Dataset entries
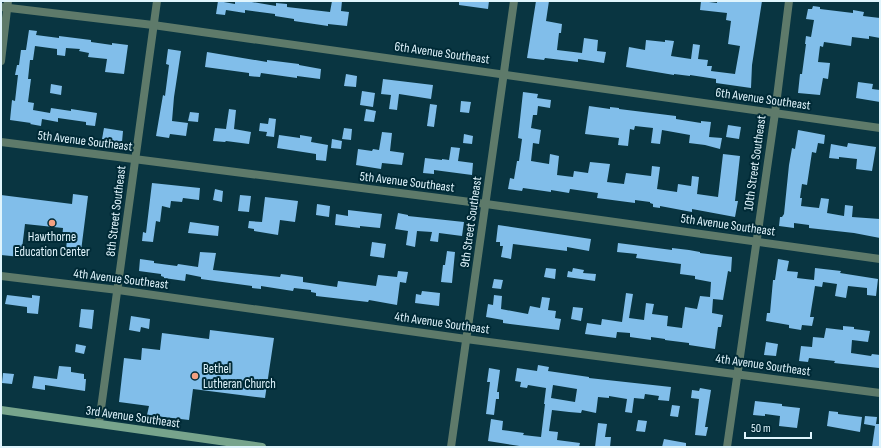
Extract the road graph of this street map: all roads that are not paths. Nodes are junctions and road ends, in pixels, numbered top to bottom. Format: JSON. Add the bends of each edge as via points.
{"nodes":[{"id":1,"x":156,"y":1,"type":"edge"},
{"id":2,"x":514,"y":1,"type":"edge"},
{"id":3,"x":789,"y":1,"type":"edge"},
{"id":4,"x":6,"y":5,"type":"edge"},
{"id":5,"x":153,"y":25,"type":"junction"},
{"id":6,"x":1,"y":61,"type":"edge"},
{"id":7,"x":504,"y":74,"type":"junction"},
{"id":8,"x":774,"y":113,"type":"junction"},
{"id":9,"x":880,"y":128,"type":"edge"},
{"id":10,"x":1,"y":142,"type":"edge"},
{"id":11,"x":134,"y":159,"type":"junction"},
{"id":12,"x":486,"y":204,"type":"junction"},
{"id":13,"x":756,"y":241,"type":"junction"},
{"id":14,"x":880,"y":259,"type":"edge"},
{"id":15,"x":1,"y":276,"type":"edge"},
{"id":16,"x":118,"y":290,"type":"junction"},
{"id":17,"x":466,"y":339,"type":"junction"},
{"id":18,"x":737,"y":374,"type":"junction"},
{"id":19,"x":880,"y":393,"type":"edge"},
{"id":20,"x":1,"y":410,"type":"edge"},
{"id":21,"x":99,"y":423,"type":"junction"},
{"id":22,"x":262,"y":447,"type":"edge"},
{"id":23,"x":451,"y":447,"type":"edge"},
{"id":24,"x":727,"y":447,"type":"edge"}],
"edges":[{"from":1,"to":5,"type":"street","name":"8th Street Southeast"},
{"from":2,"to":7,"type":"street","name":"9th Street Southeast"},
{"from":3,"to":8,"type":"street","name":"10th Street Southeast"},
{"from":4,"to":5,"type":"street","name":"6th Avenue Southeast"},
{"from":4,"to":6,"type":"street"},
{"from":5,"to":7,"type":"street","name":"6th Avenue Southeast"},
{"from":5,"to":11,"type":"street","name":"8th Street Southeast"},
{"from":7,"to":8,"type":"street","name":"6th Avenue Southeast"},
{"from":7,"to":12,"type":"street","name":"9th Street Southeast"},
{"from":8,"to":9,"type":"street","name":"6th Avenue Southeast"},
{"from":8,"to":13,"type":"street","name":"10th Street Southeast"},
{"from":10,"to":11,"type":"street","name":"5th Avenue Southeast"},
{"from":11,"to":12,"type":"street","name":"5th Avenue Southeast"},
{"from":11,"to":16,"type":"street","name":"8th Street Southeast"},
{"from":12,"to":13,"type":"street","name":"5th Avenue Southeast"},
{"from":12,"to":17,"type":"street","name":"9th Street Southeast"},
{"from":13,"to":14,"type":"street","name":"5th Avenue Southeast"},
{"from":13,"to":18,"type":"street","name":"10th Street Southeast"},
{"from":15,"to":16,"type":"street","name":"4th Avenue Southeast"},
{"from":16,"to":17,"type":"street","name":"4th Avenue Southeast"},
{"from":16,"to":21,"type":"street","name":"8th Street Southeast"},
{"from":17,"to":18,"type":"street","name":"4th Avenue Southeast"},
{"from":17,"to":23,"type":"street","name":"9th Street Southeast"},
{"from":18,"to":19,"type":"street","name":"4th Avenue Southeast"},
{"from":18,"to":24,"type":"street","name":"10th Street Southeast"},
{"from":20,"to":21,"type":"main road","name":"3rd Avenue Southeast"},
{"from":21,"to":22,"type":"main road","name":"3rd Avenue Southeast"}]}
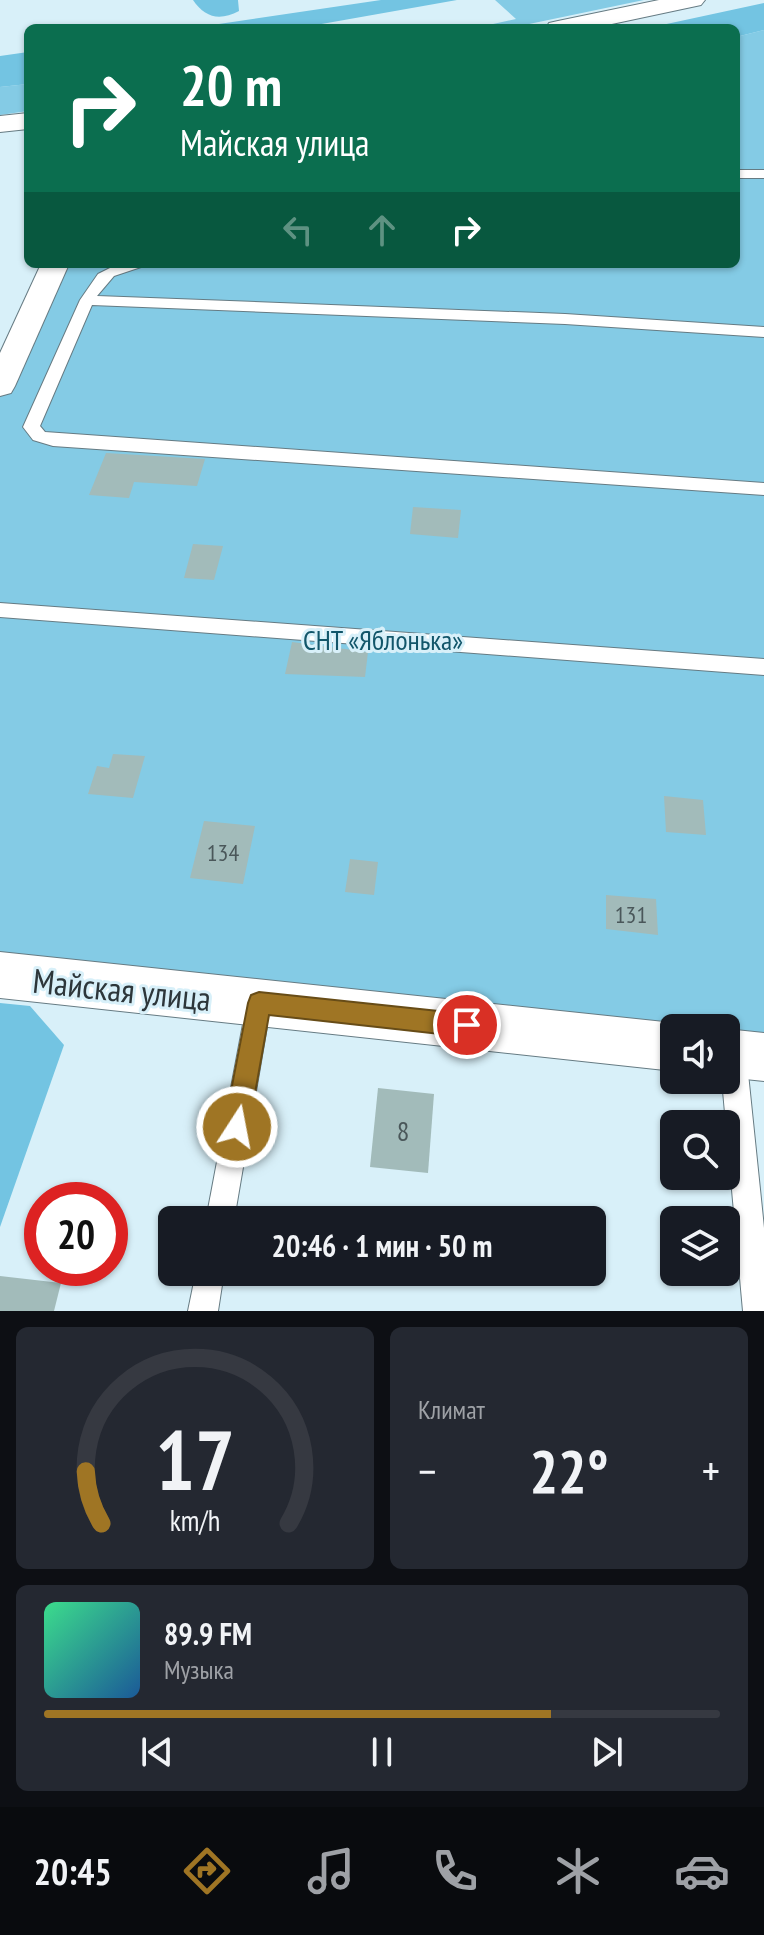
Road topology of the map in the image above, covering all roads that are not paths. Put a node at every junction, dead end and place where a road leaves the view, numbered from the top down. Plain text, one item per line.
1 (693, 0) edge
2 (577, 24) edge
3 (24, 121) edge
4 (0, 124) edge
5 (740, 174) edge
6 (764, 174) edge
7 (53, 268) edge
8 (124, 268) edge
9 (87, 300) junction
10 (764, 332) edge
11 (0, 386) edge
12 (764, 489) edge
13 (0, 610) edge
14 (764, 667) edge
15 (0, 975) edge
16 (259, 1003) junction
17 (660, 1046) edge
18 (741, 1054) edge
19 (223, 1206) edge
20 (207, 1286) edge
21 (203, 1311) edge
22 (758, 1311) edge

1 - 2 main road
3 - 4 main road
5 - 6 lane
7 - 11 street
8 - 9 lane
9 - 10 lane
9 - 12 lane
13 - 14 lane
15 - 16 street, Майская улица
16 - 17 street, Майская улица
16 - 19 lane
18 - 22 lane
20 - 21 lane

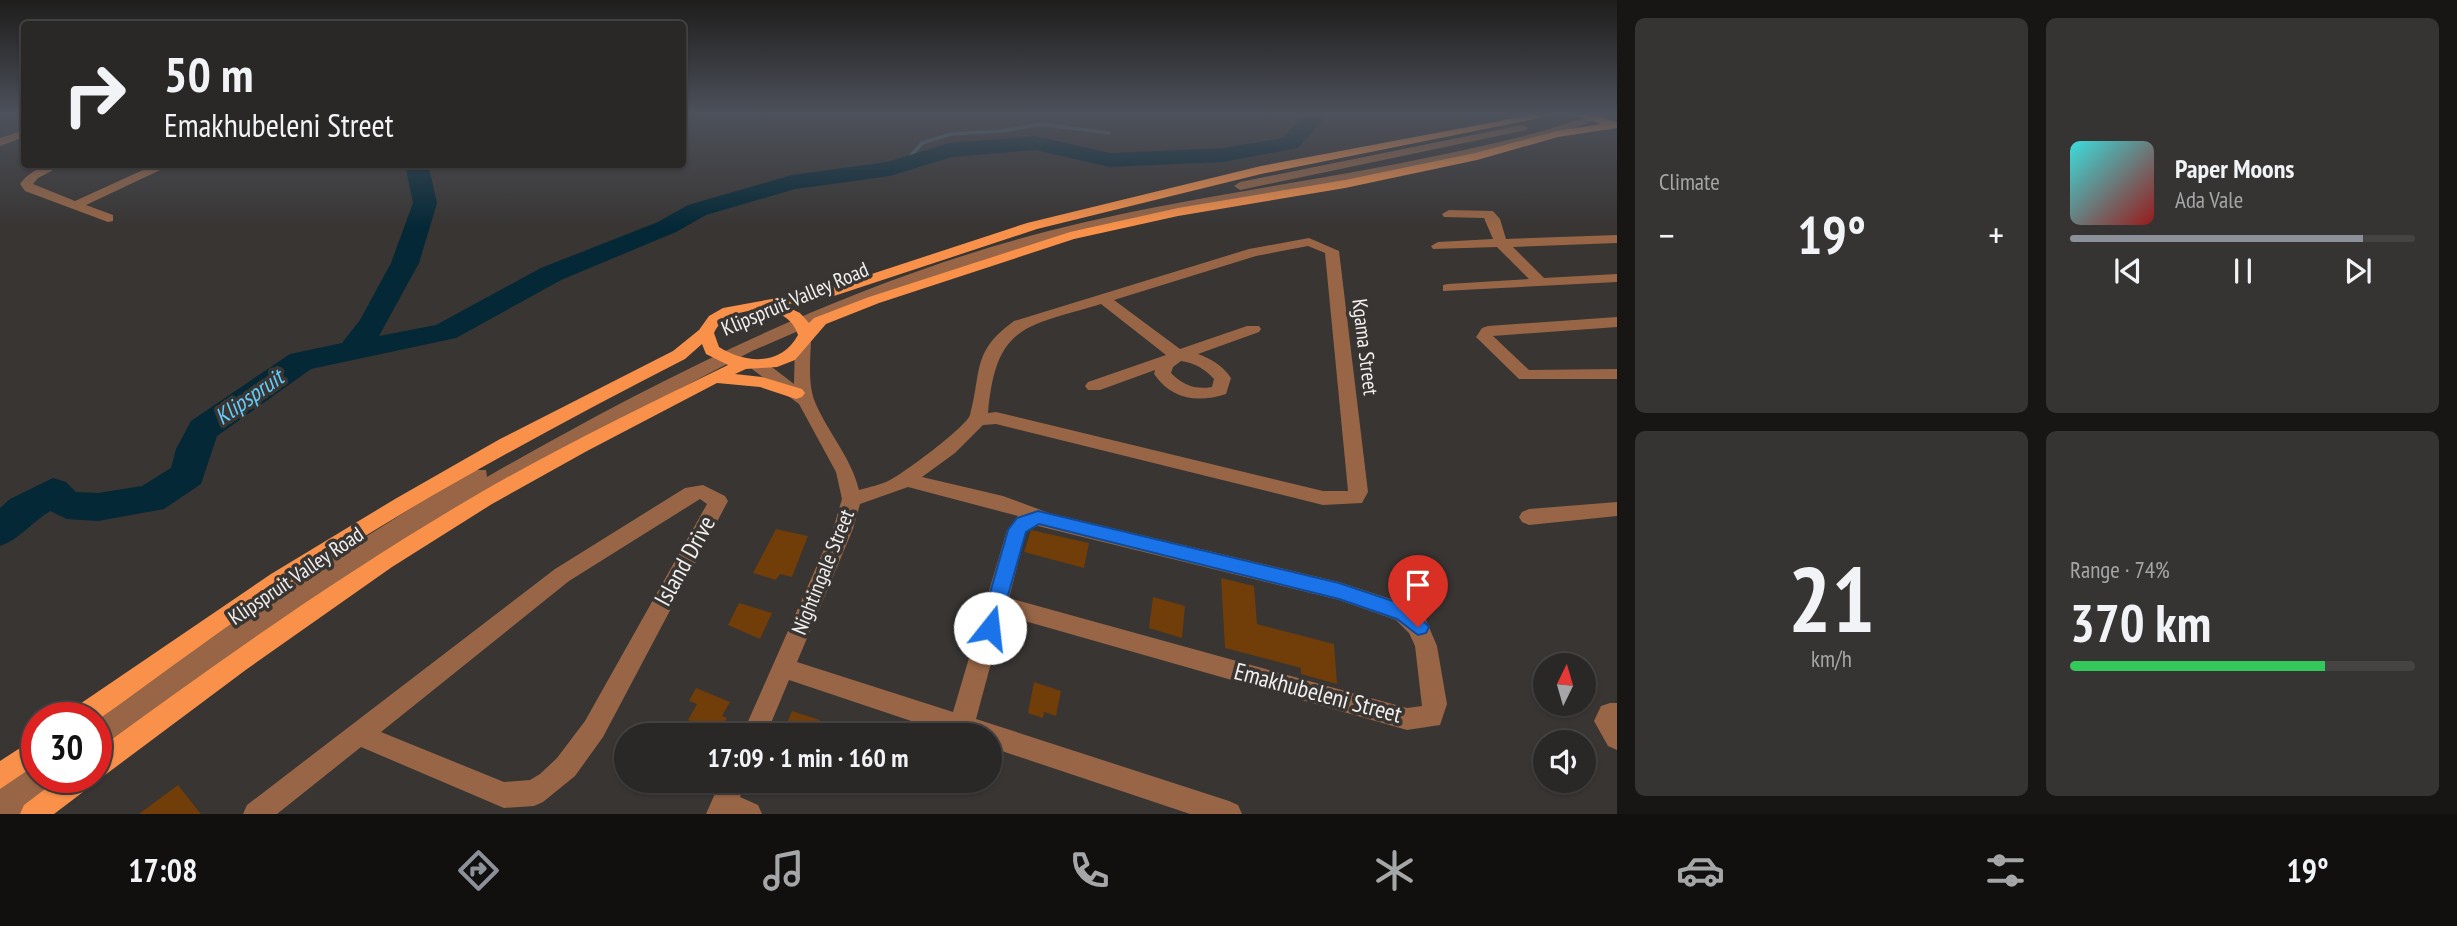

- **ABOUT THIS EXERCISE**
Display each line of the data where "main" occurs.

- **EXERCISE ANSWER**
{"from":20,"to":21,"type":"main road","name":"3rd Avenue Southeast"},
{"from":21,"to":22,"type":"main road","name":"3rd Avenue Southeast"}]}
1 - 2 main road
3 - 4 main road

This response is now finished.